§ Exercise requirements: Take each line from the material below that includes the string "paths" and copy it.

§ Data shown:
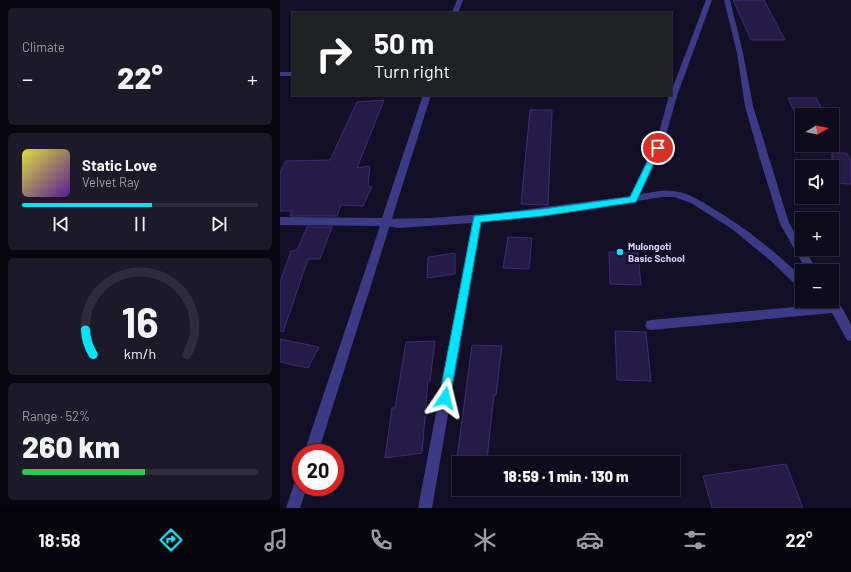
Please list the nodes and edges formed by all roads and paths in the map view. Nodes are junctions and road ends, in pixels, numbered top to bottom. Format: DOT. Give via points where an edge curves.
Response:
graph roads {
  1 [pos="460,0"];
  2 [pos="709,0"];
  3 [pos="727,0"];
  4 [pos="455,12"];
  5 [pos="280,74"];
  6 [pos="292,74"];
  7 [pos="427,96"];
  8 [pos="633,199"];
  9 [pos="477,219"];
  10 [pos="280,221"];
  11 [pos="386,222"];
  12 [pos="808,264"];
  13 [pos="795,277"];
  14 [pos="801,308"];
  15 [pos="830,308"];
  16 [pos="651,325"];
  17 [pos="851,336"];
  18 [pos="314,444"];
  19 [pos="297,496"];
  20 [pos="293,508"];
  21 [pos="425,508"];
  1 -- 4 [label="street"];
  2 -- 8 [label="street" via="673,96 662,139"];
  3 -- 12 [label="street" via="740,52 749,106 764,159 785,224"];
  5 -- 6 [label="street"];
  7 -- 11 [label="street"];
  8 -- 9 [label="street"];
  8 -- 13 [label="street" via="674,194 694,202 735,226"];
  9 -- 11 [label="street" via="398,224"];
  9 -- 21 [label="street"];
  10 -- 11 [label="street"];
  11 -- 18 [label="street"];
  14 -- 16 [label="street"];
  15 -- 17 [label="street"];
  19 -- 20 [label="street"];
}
--
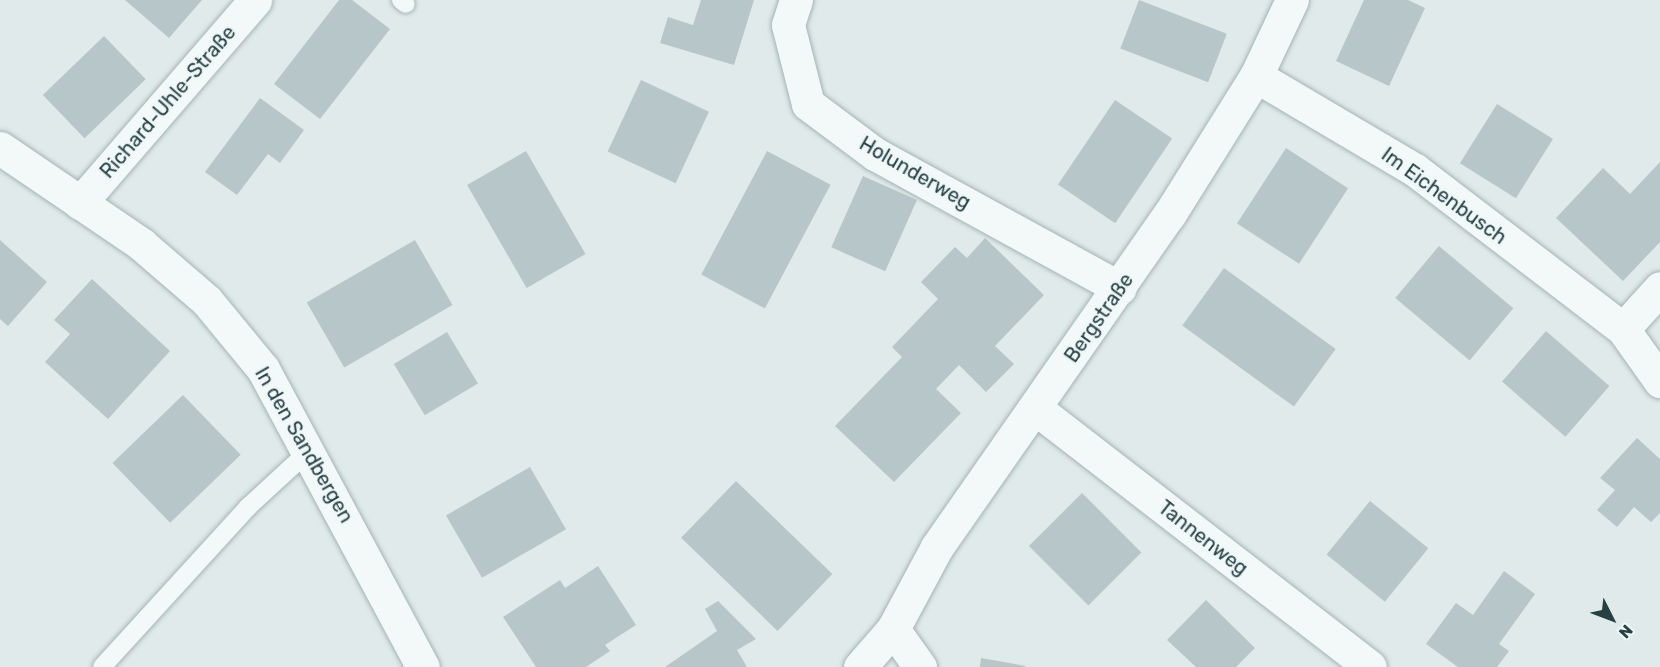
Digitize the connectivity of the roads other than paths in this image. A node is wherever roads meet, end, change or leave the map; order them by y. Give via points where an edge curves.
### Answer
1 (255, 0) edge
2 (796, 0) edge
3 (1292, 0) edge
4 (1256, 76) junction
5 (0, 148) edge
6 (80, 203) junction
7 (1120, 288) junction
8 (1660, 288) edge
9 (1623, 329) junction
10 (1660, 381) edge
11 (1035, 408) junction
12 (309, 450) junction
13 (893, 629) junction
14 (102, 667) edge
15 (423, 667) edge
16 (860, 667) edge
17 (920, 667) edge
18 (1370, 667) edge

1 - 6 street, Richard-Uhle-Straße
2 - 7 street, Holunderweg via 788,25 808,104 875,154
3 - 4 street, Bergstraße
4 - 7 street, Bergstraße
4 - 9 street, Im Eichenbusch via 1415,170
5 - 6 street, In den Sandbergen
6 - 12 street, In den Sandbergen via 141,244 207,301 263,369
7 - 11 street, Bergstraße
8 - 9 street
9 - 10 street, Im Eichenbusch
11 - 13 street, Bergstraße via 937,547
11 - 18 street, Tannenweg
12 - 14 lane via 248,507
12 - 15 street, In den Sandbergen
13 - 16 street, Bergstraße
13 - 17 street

§ Exercise response:
Please list the nodes and edges formed by all roads and paths in the map view. Nodes are junctions and road ends, in pixels, numbered top to bottom. Format: DOT. Give via points where an edge curves.
Digitize the connectivity of the roads other than paths in this image. A node is wherever roads meet, end, change or leave the map; order them by y. Give via points where an edge curves.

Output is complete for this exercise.